Карта, представляющая положение звёзд над островом Патмосом около 5 часов вечера, 30 сентября 395 юл. года, и объяснение к ней

   Популяризированное изложение по греческому изданию:
   ??? ?????? ???????? '??????. ?????? ??? ??????????? ???????? '???????? ???? ???????? ??? ????? ?????? ?? ?? ?? ?????? ?????????, 1902.
   Некоторые исправления сделаны по старинным изданиям Эрасма и другим древним спискам. Пояснительные вставки разбивкой и курсивом в скобках принадлежат мне.
 
   Рис. 13. Положение созвездий над Патмосом во время астрономического определения их Иоанном в гл. 6-12 Апокалипсиса.
 
   Для пользования этой картой нужно представить себя стоящим на южном берегу острова Патмоса, лицом к югу, причём изображённые на ней созвездия как бы перекидываются через голову наблюдателя. Таким образом, карту нужно держать у себя над головой, как находится само звёздное небо.
   Видны были лишь те созвездия, которые поместились в вычерченном нижнем круге, представляющем патмосский горизонт. Вертикальная линия – меридиан этого горизонта, а крест на ней – зенит, т. е. точка, находящаяся прямо над головой наблюдателя.
   Прямо на юг выступает из-под горизонта верхняя половина созвездия Жертвенник, а над ним Скорпион, в котором была планета Сатурн. Направо (к западу) были Весы (где был Меркурий), Дева (где были Солнце и Луна) и наполовину зашедший Лев. Налево, к востоку, были Стрелец (в котором находился Юпитер), Козерог, Водолей и Пегас.
   Прямо на север поднимались над горизонтом две звёздочки Возничего, называемые Конскими Уздами, а налево от них к востоку верхняя часть Персея с его Мечом, под которым находилась тогда планета Марс.
   В зените находилась Лира, а к северу от неё Дракон и за ним Небесный Полюс, украшенный Полярной Звездой, центр вращения небесного свода, с 24 лучеобразно исходящими от него часами звёздного времени (так называемые часы прямого восхождения звёзд). Направо от него видны семь светочей Большой Медведицы, а налево – Кассиопея, называвшаяся прежде Троном.
   Довольно глубоко под северной частью горизонта находилось созвездие Тельца, а к востоку от него Овен или Агнец, готовившийся к своему восхождению.
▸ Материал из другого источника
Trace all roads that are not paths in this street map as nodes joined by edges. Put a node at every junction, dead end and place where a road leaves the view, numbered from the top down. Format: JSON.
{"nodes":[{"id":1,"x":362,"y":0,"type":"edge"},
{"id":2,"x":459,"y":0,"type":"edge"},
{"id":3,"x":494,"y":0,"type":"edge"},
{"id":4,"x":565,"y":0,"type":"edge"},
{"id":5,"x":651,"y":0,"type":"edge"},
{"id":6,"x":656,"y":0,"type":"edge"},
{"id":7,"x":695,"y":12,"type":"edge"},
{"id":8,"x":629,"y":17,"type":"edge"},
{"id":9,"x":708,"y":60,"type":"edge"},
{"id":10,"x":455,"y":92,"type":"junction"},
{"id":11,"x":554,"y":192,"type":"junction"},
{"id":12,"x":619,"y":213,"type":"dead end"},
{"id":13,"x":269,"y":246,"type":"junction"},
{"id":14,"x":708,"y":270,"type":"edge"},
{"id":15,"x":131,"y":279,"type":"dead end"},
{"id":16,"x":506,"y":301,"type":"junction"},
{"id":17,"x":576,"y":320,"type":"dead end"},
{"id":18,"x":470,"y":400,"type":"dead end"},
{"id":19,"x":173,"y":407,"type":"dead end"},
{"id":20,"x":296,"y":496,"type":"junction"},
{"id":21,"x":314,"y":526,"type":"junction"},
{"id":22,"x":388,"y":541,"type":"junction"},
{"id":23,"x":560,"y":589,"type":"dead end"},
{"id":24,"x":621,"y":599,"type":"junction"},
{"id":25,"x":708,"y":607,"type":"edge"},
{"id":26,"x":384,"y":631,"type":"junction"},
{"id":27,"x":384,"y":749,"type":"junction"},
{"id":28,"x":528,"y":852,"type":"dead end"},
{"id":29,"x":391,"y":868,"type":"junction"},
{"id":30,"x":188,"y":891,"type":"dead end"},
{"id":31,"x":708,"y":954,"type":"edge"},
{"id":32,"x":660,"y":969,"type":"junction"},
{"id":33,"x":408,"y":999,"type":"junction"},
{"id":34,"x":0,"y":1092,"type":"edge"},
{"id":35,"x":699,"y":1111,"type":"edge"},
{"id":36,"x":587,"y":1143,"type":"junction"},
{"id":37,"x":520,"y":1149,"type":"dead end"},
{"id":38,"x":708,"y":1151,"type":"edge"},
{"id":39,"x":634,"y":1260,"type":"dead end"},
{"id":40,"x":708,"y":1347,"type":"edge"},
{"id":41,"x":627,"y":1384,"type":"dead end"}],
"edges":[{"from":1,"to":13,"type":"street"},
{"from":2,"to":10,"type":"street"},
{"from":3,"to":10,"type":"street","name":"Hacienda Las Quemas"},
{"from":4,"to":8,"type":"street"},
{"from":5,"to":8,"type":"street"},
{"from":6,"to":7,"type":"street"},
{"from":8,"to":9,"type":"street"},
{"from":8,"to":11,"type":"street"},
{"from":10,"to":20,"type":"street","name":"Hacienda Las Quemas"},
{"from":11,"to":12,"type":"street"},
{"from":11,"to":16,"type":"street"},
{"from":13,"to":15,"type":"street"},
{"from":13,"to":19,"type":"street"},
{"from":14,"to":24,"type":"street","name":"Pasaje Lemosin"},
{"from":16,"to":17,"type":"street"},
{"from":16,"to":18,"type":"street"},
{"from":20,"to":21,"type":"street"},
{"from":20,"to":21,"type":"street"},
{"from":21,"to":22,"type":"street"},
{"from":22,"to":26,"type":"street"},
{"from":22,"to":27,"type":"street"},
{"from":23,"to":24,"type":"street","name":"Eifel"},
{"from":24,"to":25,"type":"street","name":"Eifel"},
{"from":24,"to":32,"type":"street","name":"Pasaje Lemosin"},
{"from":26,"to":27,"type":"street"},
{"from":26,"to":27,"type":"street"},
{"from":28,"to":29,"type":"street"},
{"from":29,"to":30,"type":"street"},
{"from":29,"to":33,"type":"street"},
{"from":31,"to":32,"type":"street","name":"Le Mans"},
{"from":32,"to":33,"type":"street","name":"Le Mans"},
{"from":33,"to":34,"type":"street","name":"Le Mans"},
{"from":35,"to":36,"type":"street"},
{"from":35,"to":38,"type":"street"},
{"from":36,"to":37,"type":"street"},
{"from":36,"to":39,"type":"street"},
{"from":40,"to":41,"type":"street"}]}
   Все эти созвездия и их положения указаны в «Откровении». Кроме них названы ещё: Венец между зенитом и западом и 3мей к югу от него. Затем упоминаются: Серп, или верхние звёзды Боотеса, находящегося между зенитом и западом, и Южный Венец, на самом южном горизонте рядом с Жертвенником.

Глава I
Гневный лик солнца в облаке, предвестник грозы

   Иоанн – семи малоазиатским собраниям[3]:
   Благосклонность вам и мир от того, кто был, есть и будет, и от Семи Душ (сияющих в созвездии Большой Медведицы, рис. 14) напротив его Трона[4], и от верного провозвестника истины Иисуса-Посвящённого. Перворождённый из мёртвых и властелин земных царей, он принял нас к своему сердцу, обмыл своею кровью от наших проступков и сделал нас самих[5] царями и священнослужителями перед богом, своим отцом. Да будете ему слава и власть в веках веков!.. Да будет!
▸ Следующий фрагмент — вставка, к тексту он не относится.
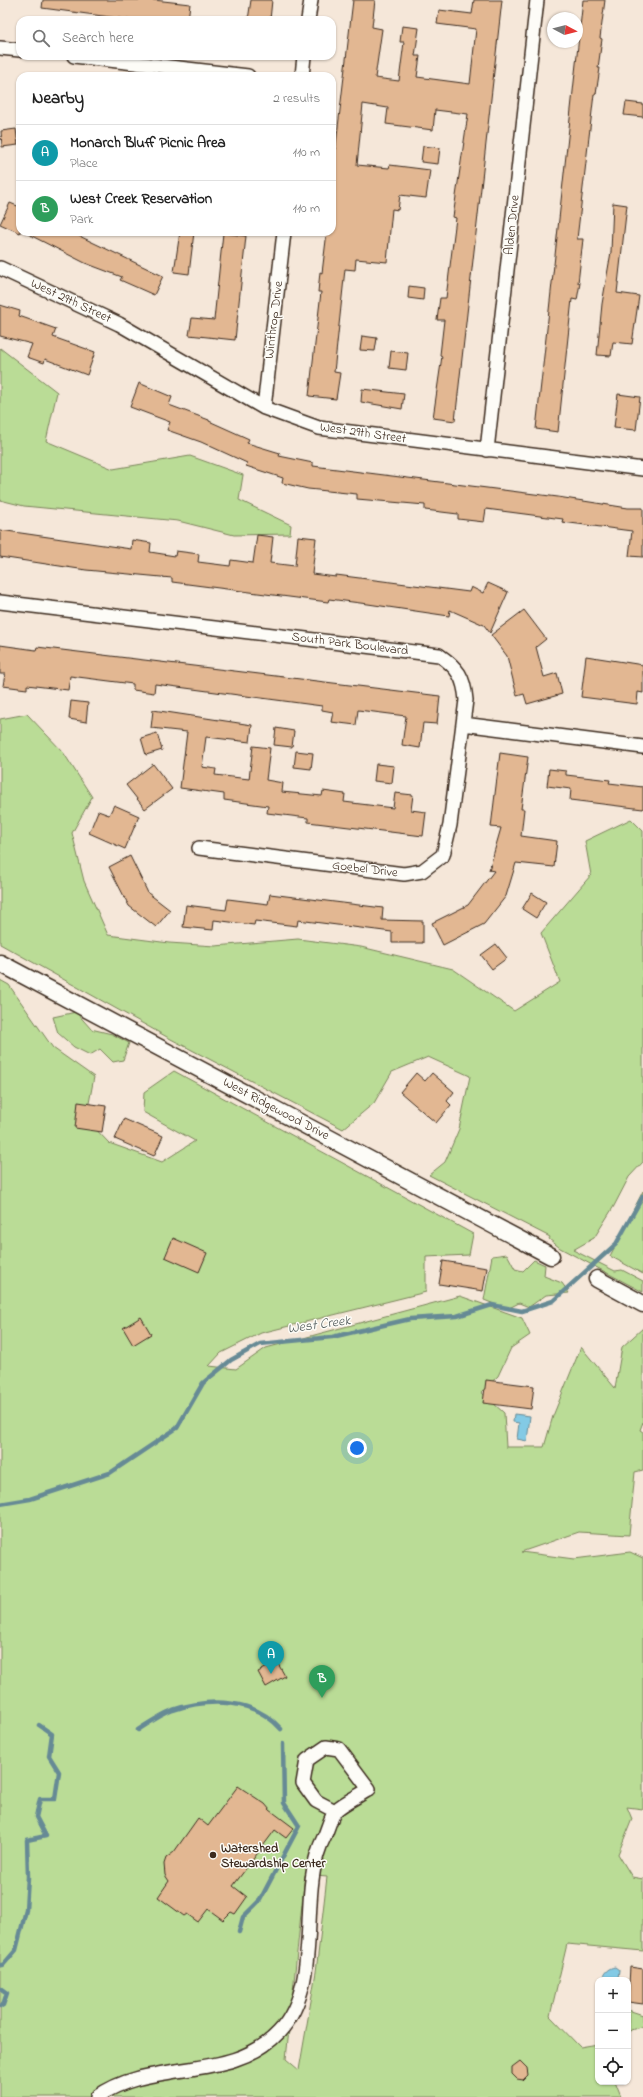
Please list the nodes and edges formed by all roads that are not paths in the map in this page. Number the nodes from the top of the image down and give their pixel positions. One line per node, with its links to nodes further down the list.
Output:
1 (310, 0): 3 (street)
2 (537, 0): 13 (street, Alden Drive)
3 (308, 16)
4 (0, 48): 5 (street)
5 (16, 50)
6 (109, 60): 8 (street)
7 (304, 60): 9 (street)
8 (213, 72)
9 (302, 72)
10 (284, 236): 12 (street, Winthrop Drive)
11 (0, 268): 12 (street, West 29th Street)
12 (264, 408): 13 (street, West 29th Street)
13 (488, 450): 14 (street, West 29th Street)
14 (643, 469)
15 (0, 602): 16 (street, South Park Boulevard)
16 (463, 724): 17 (street); 18 (street, Goebel Drive)
17 (643, 747)
18 (199, 848)
19 (0, 963): 20 (street, West Ridgewood Drive)
20 (551, 1256)
21 (597, 1279): 22 (street)
22 (643, 1304)
23 (335, 1811): 23 (street); 24 (street)
24 (96, 2097)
   Вон идёт он в облаках бури и увидит его всякий глаз, и те, которые пронзили его, и зарыдают над ним все племена земные![6]
   Я, Иоанн, ваш брат и участник в печали и торжестве, и в терпеливом ожидании его прихода, был на острове Патмосе для божественной науки и проповеди об Иисусе-Посвящённом[7].
   В воскресенье меня охватило вдохновение, и я слышал в шуме волн позади себя могучий голос, звучащий как труба: – Я первая и последняя буква алфавита, начало и конец. То, что видишь, напиши на папирусе и пошли собраниям верных в Малой Азии: в Эфес, Смирну, Пергам, Фиатиры, Сардис, Филадельфию и Лаодикию.
   Я оглянулся на этот голос и вот увидел (в очертаниях облаков, между которыми проглядывало солнце) семь золотых светоносных чаш[8], а посреди них облачное подобие человеческого существа[9], одетого в длинную белую одежду еврейских первосвященников и опоясанного под грудью золотым поясом. Его голова – солнце – и волосы (т. е. края облака над ним, рис. 16) были ярки как белый пух, как снег. Его глаза, как огненное пламя. Его ноги (столбы лучей, пробивавшихся на землю сквозь тучи) были подобны раскалённой в печи бронзе; голос же его был – шум множества волн. На правой сторон он держал в своей облачной руке семь звёзд[10]Большой Медведицы, изо рта его выходил меч, заострённый с обоих концов, а лицо его было – солнце, сияющее во всей своей силе.
   Увидев его, я упал, как мёртвый, к его ногам, но он протянул надо мною[11] свою правую облачную руку и сказал этим:
   – Не бойся! Я первый и последний, я жив, но был мёртв, и вот буду жить в веках веков. Мне принадлежат ключи, запирающие смерть и подземное царство. Опиши всё, что ты только что видел, всё, что видишь теперь и что случится после этого. Сокровенный смысл Семи Звёзд в моей правой руке и семи золотых светоносных сосудов в тучах таков: Семь Звёзд – это оглашатели[12] семи Малоазиатских общин, а семь сосудов – это сами общины.